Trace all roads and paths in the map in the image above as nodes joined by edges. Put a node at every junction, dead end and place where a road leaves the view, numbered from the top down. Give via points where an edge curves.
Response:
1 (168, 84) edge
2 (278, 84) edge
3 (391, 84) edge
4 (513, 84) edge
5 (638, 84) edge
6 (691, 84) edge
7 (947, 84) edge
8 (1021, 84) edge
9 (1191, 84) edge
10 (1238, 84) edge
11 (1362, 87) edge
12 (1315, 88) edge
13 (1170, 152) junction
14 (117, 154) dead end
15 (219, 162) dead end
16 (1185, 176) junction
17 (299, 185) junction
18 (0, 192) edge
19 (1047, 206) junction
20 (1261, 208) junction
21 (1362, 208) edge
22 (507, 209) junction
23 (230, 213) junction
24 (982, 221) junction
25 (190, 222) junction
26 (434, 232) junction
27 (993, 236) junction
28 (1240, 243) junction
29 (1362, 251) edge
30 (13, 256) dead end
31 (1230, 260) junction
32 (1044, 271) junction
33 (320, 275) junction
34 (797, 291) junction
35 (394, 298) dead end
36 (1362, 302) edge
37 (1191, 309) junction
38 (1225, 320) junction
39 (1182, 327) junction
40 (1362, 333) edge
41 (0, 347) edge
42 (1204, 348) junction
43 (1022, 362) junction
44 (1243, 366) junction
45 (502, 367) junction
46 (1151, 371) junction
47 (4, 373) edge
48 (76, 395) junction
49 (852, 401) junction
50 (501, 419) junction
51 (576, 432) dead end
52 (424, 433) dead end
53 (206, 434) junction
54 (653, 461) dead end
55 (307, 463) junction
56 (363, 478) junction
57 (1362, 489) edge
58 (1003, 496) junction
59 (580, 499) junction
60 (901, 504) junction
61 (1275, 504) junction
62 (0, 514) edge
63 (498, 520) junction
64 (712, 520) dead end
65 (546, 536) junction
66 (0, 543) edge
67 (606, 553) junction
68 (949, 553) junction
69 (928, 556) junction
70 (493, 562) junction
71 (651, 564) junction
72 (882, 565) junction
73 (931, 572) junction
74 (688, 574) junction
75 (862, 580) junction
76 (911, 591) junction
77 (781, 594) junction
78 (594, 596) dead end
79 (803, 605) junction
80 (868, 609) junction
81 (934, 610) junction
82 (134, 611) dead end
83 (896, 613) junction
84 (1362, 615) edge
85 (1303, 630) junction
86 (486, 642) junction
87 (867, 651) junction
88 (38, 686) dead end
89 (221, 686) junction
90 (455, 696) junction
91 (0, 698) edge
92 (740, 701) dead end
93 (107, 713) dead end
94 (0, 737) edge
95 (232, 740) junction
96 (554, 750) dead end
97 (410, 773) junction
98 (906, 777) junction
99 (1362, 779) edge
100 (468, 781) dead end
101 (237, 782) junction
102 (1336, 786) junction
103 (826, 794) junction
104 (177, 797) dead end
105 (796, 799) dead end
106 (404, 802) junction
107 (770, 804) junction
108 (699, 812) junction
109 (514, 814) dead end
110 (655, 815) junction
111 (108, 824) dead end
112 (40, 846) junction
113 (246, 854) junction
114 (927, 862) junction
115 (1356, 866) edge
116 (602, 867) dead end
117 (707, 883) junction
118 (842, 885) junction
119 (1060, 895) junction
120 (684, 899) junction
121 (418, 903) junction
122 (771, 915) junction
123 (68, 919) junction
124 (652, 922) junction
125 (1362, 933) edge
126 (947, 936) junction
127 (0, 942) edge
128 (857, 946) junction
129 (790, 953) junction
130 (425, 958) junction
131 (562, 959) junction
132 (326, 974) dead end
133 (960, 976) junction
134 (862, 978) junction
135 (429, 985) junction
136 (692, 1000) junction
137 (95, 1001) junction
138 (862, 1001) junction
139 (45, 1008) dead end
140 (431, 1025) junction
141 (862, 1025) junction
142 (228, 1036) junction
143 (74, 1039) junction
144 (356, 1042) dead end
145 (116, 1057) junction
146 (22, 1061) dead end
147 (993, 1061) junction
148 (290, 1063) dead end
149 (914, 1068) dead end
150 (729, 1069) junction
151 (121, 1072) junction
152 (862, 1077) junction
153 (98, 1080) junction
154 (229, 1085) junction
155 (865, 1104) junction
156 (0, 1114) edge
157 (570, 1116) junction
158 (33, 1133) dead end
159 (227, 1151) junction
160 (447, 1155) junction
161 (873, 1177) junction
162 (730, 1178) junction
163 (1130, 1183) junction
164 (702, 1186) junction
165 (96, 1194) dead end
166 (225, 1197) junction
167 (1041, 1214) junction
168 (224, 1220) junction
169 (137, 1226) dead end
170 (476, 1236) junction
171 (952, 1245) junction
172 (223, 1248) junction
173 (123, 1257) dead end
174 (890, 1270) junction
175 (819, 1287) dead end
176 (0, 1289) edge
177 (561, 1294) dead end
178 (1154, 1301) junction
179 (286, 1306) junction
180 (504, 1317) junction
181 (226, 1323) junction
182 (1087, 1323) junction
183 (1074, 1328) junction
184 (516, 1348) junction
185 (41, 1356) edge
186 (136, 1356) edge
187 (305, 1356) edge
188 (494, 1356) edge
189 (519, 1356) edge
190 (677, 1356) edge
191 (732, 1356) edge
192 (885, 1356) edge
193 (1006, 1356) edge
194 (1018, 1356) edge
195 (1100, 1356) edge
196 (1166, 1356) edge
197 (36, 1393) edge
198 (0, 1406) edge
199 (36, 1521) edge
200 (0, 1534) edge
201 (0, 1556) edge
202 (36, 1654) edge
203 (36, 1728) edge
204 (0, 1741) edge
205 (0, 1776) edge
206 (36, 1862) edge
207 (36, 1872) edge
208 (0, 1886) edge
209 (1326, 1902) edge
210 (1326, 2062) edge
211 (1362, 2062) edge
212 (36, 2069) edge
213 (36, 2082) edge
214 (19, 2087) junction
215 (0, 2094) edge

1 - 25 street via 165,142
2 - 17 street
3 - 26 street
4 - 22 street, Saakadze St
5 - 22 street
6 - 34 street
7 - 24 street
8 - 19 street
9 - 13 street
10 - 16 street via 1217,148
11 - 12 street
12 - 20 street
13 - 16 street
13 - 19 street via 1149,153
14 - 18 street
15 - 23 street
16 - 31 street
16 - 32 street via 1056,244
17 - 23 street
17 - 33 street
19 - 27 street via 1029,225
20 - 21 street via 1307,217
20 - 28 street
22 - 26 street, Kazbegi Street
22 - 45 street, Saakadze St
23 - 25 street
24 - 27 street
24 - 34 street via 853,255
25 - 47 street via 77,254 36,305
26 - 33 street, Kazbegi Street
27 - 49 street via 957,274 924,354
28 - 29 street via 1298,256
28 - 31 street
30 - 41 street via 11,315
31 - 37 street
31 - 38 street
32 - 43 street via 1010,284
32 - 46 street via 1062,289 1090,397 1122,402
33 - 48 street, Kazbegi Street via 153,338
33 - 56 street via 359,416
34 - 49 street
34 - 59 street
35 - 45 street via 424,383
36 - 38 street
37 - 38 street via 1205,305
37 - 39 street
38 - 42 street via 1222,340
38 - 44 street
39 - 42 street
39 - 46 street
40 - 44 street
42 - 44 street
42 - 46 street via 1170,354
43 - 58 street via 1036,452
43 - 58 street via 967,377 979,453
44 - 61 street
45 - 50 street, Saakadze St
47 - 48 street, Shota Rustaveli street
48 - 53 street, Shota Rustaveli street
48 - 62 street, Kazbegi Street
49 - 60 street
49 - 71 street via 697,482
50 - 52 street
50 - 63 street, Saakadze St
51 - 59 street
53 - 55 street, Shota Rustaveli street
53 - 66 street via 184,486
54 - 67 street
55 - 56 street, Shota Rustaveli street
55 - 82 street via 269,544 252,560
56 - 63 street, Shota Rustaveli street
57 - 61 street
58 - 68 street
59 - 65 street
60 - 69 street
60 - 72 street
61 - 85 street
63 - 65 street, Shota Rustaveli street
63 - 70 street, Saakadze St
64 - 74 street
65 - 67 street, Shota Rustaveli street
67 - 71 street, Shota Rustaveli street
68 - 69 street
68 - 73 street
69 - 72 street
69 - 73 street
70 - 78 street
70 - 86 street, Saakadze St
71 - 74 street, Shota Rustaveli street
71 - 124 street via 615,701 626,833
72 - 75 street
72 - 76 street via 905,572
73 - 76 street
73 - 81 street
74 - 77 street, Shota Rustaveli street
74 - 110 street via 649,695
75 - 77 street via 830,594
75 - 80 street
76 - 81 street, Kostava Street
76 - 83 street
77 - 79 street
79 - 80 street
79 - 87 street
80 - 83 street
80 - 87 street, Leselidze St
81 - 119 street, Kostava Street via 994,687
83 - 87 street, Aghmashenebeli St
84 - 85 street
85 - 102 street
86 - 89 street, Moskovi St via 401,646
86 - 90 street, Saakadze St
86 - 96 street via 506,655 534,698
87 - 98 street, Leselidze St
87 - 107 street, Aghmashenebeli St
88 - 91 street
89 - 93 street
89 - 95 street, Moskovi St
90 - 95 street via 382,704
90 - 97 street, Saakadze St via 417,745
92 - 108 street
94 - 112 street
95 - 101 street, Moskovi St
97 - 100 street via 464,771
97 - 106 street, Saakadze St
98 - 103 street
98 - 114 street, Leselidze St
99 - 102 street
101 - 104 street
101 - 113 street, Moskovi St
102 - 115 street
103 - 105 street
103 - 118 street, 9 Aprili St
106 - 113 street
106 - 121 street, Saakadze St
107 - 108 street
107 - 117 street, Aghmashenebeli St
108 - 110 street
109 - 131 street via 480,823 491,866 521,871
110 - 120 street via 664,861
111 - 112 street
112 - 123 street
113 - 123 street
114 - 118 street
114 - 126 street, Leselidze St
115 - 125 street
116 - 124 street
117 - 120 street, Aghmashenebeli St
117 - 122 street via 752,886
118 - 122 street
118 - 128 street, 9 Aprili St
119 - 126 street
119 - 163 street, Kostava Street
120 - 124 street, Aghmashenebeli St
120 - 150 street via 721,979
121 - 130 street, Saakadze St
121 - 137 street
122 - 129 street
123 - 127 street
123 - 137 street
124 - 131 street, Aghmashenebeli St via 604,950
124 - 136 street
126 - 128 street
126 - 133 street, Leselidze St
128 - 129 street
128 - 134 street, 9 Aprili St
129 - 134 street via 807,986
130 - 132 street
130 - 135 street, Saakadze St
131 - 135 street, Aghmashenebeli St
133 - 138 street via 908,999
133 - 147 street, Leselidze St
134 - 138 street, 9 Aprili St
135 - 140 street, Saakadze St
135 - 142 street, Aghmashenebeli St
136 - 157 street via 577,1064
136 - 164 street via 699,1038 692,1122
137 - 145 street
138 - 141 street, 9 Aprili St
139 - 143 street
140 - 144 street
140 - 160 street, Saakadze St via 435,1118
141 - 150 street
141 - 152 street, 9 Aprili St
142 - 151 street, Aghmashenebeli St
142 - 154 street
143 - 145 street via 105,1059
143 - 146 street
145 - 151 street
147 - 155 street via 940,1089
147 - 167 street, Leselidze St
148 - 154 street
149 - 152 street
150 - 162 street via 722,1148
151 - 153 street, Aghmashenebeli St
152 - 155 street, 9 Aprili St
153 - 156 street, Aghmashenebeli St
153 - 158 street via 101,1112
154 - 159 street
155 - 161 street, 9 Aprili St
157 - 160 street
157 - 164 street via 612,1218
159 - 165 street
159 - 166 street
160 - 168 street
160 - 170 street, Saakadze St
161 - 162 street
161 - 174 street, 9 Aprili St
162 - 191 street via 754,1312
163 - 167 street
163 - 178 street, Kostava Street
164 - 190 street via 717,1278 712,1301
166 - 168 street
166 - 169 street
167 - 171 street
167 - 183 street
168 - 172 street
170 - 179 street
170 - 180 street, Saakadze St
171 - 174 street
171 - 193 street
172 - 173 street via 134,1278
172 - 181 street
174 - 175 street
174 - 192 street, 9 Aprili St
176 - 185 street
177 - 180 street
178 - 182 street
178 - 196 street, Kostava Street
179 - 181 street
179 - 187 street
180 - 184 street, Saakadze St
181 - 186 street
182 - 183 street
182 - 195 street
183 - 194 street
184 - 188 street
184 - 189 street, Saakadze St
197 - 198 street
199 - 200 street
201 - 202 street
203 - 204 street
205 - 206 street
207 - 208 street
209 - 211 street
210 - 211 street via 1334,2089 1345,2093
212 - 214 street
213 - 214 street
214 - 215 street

§ **PROMPT**:
Using the data above, count the lines that hold the string "Moskovi". Report the number and nothing else.

§ **THE COMPLETED TASK**:
4